In general, like the rest of the National Review crowd, D’Souza proceeds from assumptions that are Jew-approved.
An important point of dishonesty in D’Souza’s presentation is his reference to images from concentration camps supposedly proving the Holocaust. Those images are really the foundation of the general demonization of Adolf Hitler and National-Socialism, with Fascism being demonized mainly by association with that, but in fact, those images do not prove anything. The fact that D’Souza leans on this shows again that he is pandering to popular misconceptions and basically lacks seriousness.
D’Souza summarizes Hitler’s description of the Big Lie without bothering to mention that Hitler accused the Jews of using the Big Lie. This has to be deliberate dishonesty and a deliberate omission on D’Souza’s part.*
As examples of the leftist “Big Lie” D’Souza points to the accusation that Trump is a fascist, and the accusation that Trump is a racist.
In fact, Trump’s movement does resemble a less than fully developed fascism, insofar as its message is nationalist and populist. It is also certain that Trump gets a lot of support from White people based on the perception that he represents the interests of White people. That is what those on the left call racist. So what? I don’t see Trump doing backflips to avoid such labels.
In general, D’Souza’s presentation is about fear of labels, and about applying those feared labels to others instead of bringing reason to bear. For an educated person, this is on its face not a very convincing kind of argument. Nonetheless I shall dismantle some of D’Souza’s major claims.
Since Jews have created in the mind of the public a spurious link between eugenic sterilization and the Holocaust, D’Souza would like to identify the movement for eugenic sterilization in the United States with “progressives.” By the same token, however, D’Souza definitely does not want to identify it with Republicans.
Republican Gov. of Indiana J. Frank Hanly |
Perhaps D’Souza never bothered to find out that the first American states to enact forced eugenic sterilization laws were all Republican states.
James Franklin Hanly, the governor of Indiana who signed the first eugenic sterilization bill into law in 1907, was a Republican.
In 1909 Washington, California, and Connecticut all had eugenic sterilization bills signed into law by Republican governors. In 1911 eugenic sterilization was signed into law by Iowa’s Republican governor Beryl F. Carroll. The first five states to adopt eugenic sterilization had it signed into law by Republican governors.
The Southern and Democratic states were slower to adopt the practice, possibly because of the influence of Christianity in those states.
Dinesh D’Souza calls Madison Grant, author of The Passing of the Great Race, a progressive, and maybe he was, but Madison Grant was also a Republican, and a friend of Republican President Theodore Roosevelt, who called himself a progressive.
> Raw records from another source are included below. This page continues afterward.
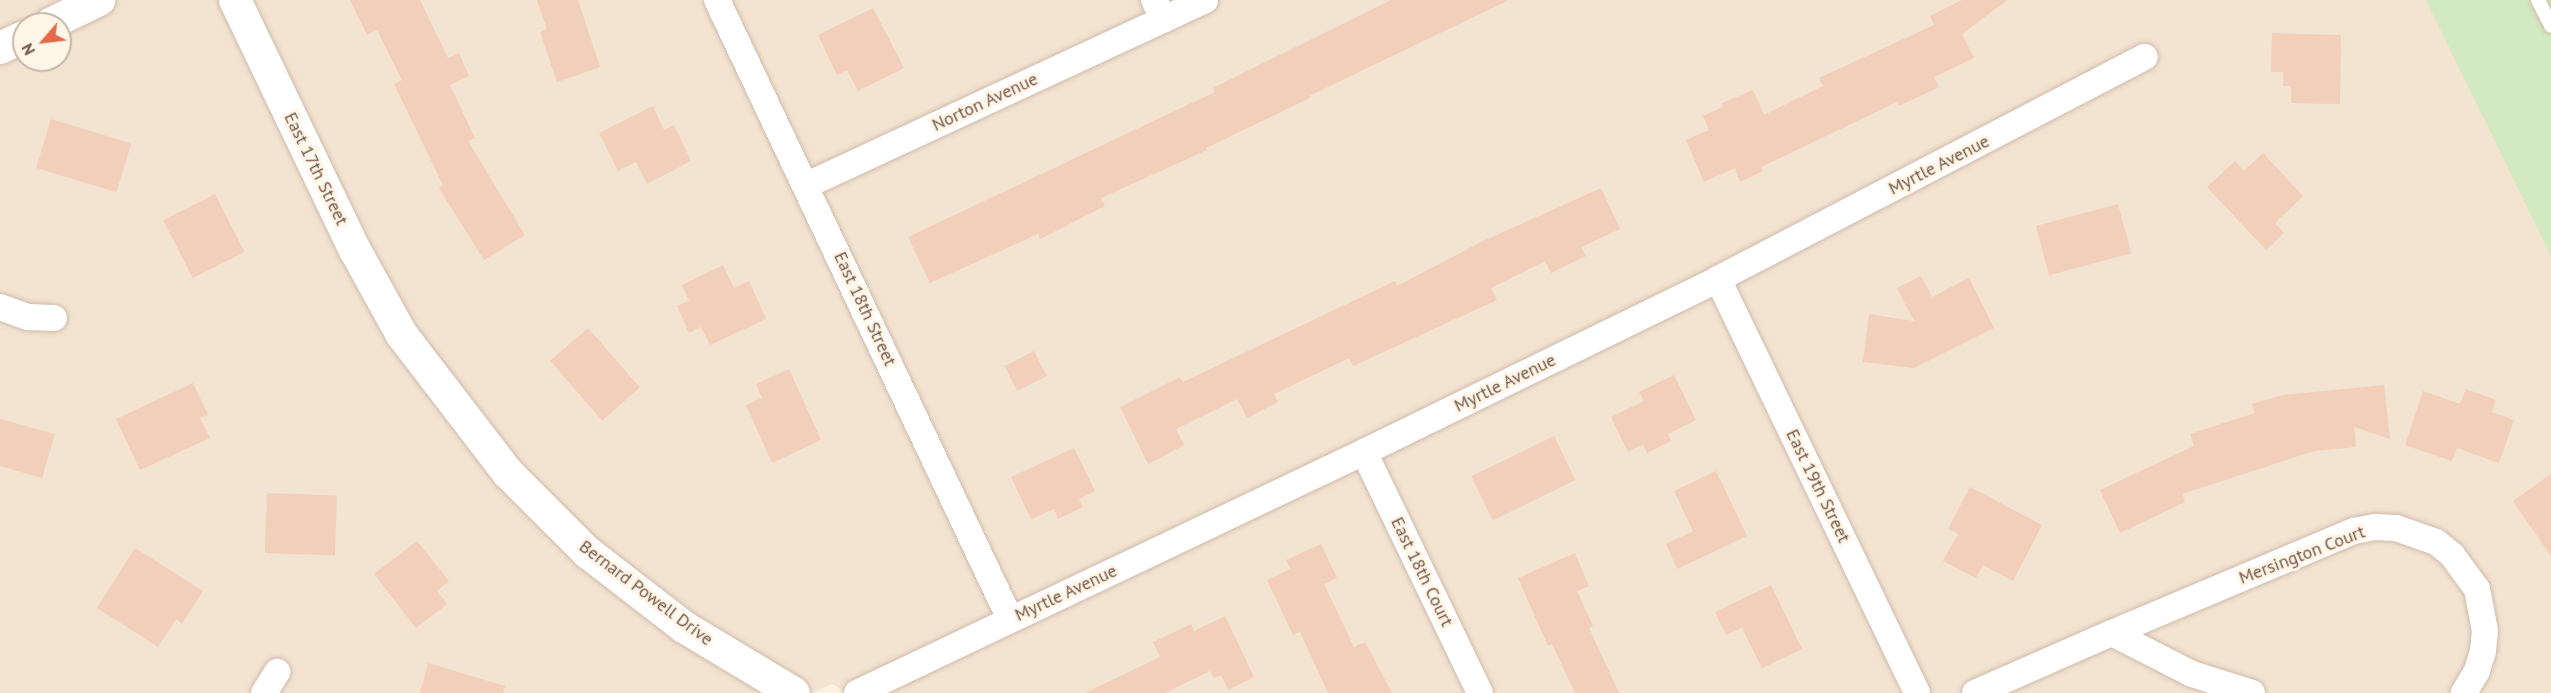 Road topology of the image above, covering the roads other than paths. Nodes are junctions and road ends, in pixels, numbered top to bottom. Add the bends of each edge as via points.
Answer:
1 (99, 0) edge
2 (235, 0) edge
3 (717, 0) edge
4 (1205, 0) edge
5 (2538, 0) edge
6 (1159, 10) edge
7 (72, 13) edge
8 (2551, 26) edge
9 (2145, 57) dead end
10 (807, 185) junction
11 (1718, 279) junction
12 (0, 307) edge
13 (54, 318) dead end
14 (402, 334) joint
15 (1364, 452) junction
16 (1010, 620) junction
17 (2112, 633) junction
18 (794, 693) edge
19 (857, 693) edge
20 (1480, 693) edge
21 (1917, 693) edge
22 (1975, 693) edge
23 (2252, 693) edge
24 (2464, 693) edge

1 - 7 street
2 - 14 street, East 17th Street via 355,250
3 - 10 street, East 18th Street
4 - 6 street, Norton Avenue
5 - 8 lane
6 - 10 street, Norton Avenue
9 - 11 street, Myrtle Avenue
10 - 16 street, East 18th Street
11 - 15 street, Myrtle Avenue
11 - 21 street, East 19th Street
12 - 13 street via 27,317
14 - 18 street, Bernard Powell Drive via 508,473 587,552 684,627
15 - 16 street, Myrtle Avenue
15 - 20 street, East 18th Court
16 - 19 street, Myrtle Avenue
17 - 22 street, Mersington Court
17 - 23 street via 2192,674
17 - 24 street, Mersington Court via 2354,531 2396,528 2436,542 2452,555 2476,589 2485,631 2483,651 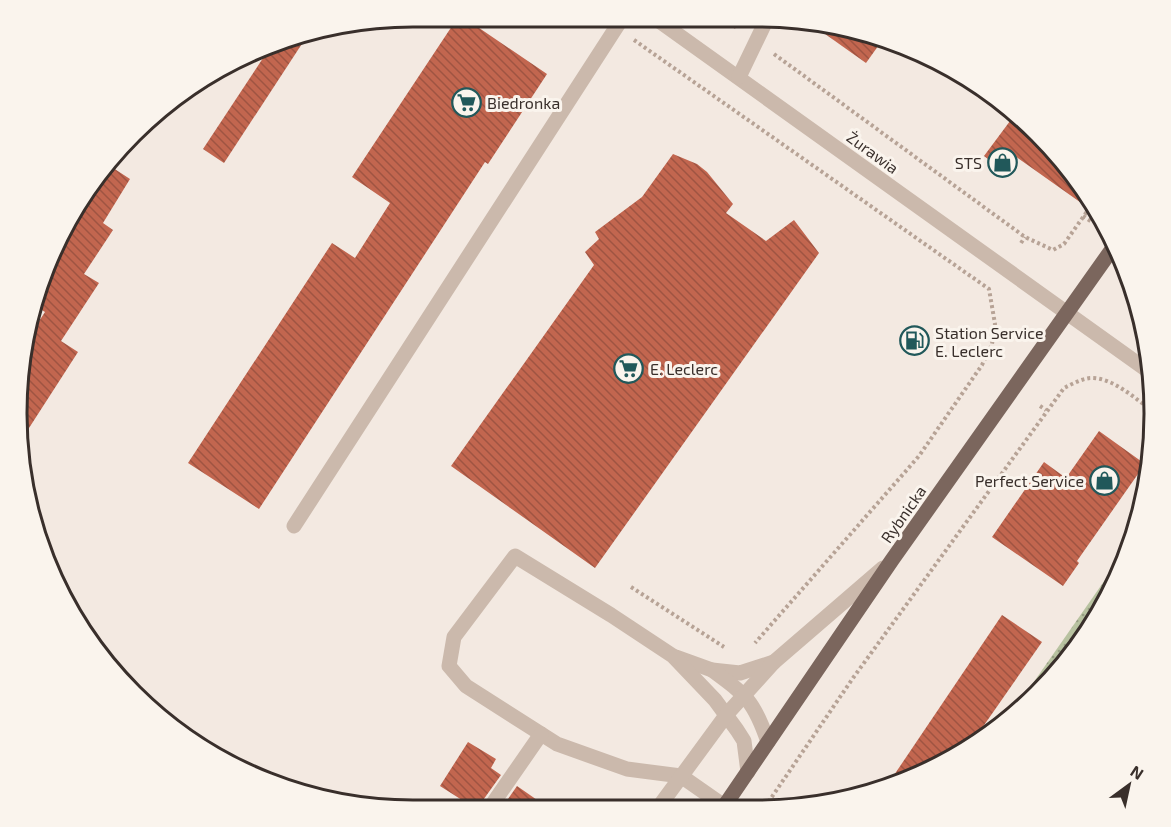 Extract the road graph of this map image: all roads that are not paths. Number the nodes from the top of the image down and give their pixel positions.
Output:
1 (616, 27) edge
2 (668, 27) edge
3 (763, 27) edge
4 (739, 77) junction
5 (1109, 253) edge
6 (1066, 313) junction
7 (1141, 365) edge
8 (294, 526) dead end
9 (892, 560) junction
10 (673, 656) junction
11 (774, 662) junction
12 (712, 670) junction
13 (744, 694) junction
14 (727, 714) junction
15 (541, 734) junction
16 (768, 742) junction
17 (748, 772) junction
18 (681, 776) junction
19 (495, 800) edge
20 (664, 800) edge
21 (714, 800) edge
22 (729, 800) edge

1 - 8 street
2 - 4 street, Żurawia
3 - 4 street
4 - 6 street, Żurawia
5 - 6 main road, Rybnicka
6 - 7 street, Żurawia
6 - 9 main road, Rybnicka
9 - 11 street
9 - 16 main road, Rybnicka
10 - 12 street
10 - 14 street
10 - 15 street
11 - 12 street
11 - 13 street
12 - 13 street
13 - 14 street
13 - 16 street
14 - 17 street
14 - 18 street
15 - 18 street
15 - 19 street
16 - 17 main road, Rybnicka
17 - 22 main road, Rybnicka
18 - 20 street
18 - 21 street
Unlike Roosevelt, however, Madison Grant was unequivocally a racist. Can we really say that a man who advocates racism is on the left? From one perspective, maintaining a race is the most profound form of conservatism. From the perspective of the followers of Ayn Rand, however, racism is “collectivism” and therefore on the left. That is the kind of pigeonholing that Dinesh D’Souza promotes.
Westbrook Pegler |
It goes back to a semantic question about what is right, what is left, and what is conservative. These terms do not mean the same today as they meant 100 years ago.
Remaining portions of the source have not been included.